Zitat von: Wanderratte am 15:48:25 Sa. 20.Juni 2026ich kann mich zumindest nicht erinnern, daß es in diesem Jahrtausend schonmal eine Massenbewegung gab.

"I can't breathe"
- George Floyd Proteste
ZitatAm 6. Juni 2020 demonstrierten auch in vielen deutschen Städten Menschen gegen Rassismus, in München nach Polizeiangaben bis zu 25.000, in Berlin etwa 15.000 Menschen. Am 7. Juni 2020 gab es erneut viele Demonstrationen gegen Rassismus und Gewalt weltweit und auch in mehreren deutschen Städten. In Hamburg kamen bei zwei Demonstrationen bis zu 14.000 Menschen zusammen. In Düsseldorf nahmen rund 20.000 Teilnehmer an den Demonstrationen teil. In Leipzig demonstrierten etwa 15.000 Menschen.
https://de.wikipedia.org/wiki/Proteste_infolge_des_Todes_von_George_Floyd

ZitatAm Wochenende des 20. und 21. Januar 2024 fanden mehrere Großdemonstrationen mit mehr als 100.000 Teilnehmern statt. Auch in vielen mittleren und kleineren Städten gab es deutschlandweit Demonstrationen, sodass an jenem Wochenende über 900.000 Menschen gegen Rechtsextremismus in Deutschland demonstrierten.
https://de.wikipedia.org/wiki/Proteste_gegen_Rechtsextremismus_in_Deutschland_und_%C3%96sterreich_2024

Zitat von: Wanderratte am 15:48:25 Sa. 20.Juni 2026Vielleicht könnte man...

Es geht mir am Arsch vorbei, was man könnte.
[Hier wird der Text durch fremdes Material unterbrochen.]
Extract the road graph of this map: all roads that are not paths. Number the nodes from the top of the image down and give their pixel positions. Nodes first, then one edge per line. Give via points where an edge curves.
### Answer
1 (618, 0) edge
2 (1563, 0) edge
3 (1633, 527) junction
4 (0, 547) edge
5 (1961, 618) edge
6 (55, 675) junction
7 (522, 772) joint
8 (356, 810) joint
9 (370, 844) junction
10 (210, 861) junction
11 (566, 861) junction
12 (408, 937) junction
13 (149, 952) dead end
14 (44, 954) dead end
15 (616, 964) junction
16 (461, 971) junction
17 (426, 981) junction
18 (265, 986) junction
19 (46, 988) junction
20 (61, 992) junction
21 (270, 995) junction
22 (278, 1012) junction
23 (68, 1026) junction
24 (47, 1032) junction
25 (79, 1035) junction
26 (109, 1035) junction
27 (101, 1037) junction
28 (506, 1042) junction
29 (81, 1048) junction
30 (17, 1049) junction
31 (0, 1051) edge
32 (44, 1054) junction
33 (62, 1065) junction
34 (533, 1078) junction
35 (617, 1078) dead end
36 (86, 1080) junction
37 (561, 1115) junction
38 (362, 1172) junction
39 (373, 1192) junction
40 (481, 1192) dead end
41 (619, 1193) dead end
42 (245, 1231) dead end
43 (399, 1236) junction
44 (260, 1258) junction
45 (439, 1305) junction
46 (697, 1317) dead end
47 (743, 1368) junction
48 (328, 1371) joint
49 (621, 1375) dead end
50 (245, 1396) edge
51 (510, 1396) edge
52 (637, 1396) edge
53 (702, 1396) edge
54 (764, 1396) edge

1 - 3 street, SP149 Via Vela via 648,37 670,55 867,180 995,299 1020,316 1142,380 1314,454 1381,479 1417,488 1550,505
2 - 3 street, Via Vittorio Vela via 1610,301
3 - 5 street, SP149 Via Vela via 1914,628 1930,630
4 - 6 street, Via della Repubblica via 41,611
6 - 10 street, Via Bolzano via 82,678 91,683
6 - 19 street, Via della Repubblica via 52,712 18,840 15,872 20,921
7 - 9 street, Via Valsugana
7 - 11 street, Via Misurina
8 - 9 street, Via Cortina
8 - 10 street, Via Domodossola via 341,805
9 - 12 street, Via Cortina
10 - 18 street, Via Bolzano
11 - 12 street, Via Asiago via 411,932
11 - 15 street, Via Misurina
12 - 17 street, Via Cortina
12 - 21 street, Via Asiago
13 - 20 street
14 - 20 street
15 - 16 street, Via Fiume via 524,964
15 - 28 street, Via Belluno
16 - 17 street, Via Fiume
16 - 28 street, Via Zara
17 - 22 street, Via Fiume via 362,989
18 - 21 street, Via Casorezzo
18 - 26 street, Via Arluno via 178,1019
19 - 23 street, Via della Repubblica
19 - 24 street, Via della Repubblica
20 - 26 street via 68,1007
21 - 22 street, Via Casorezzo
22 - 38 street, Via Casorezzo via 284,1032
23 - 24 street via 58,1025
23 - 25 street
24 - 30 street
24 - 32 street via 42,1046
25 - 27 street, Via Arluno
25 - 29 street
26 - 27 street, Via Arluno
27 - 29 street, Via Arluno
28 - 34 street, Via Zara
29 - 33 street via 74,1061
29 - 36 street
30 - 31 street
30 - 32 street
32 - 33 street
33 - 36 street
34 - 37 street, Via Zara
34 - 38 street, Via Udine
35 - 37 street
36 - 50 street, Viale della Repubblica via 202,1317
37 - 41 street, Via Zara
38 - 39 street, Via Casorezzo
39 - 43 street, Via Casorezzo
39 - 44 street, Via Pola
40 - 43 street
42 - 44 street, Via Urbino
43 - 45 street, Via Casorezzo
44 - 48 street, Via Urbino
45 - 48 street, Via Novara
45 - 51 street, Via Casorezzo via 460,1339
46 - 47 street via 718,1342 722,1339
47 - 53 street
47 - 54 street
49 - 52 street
Entweder man macht etwas oder läßt es bleiben.

counselor

ZitatVielleicht könnte man in den sogenannten sozialen Brennpunkten Flyer in die Briefkästen einwerfen. Doch, ob das was nutzt? Ich habe Bedenken. Weil der persönliche Kontakt zu den Menschen fehlt?

Man kann auch an der Wohnungstür klingeln und die Flyer persönlich übergeben und mit den Menschen über ihre Probleme reden.
Alles ist in Bewegung. Nichts war schon immer da und nichts wird immer so bleiben!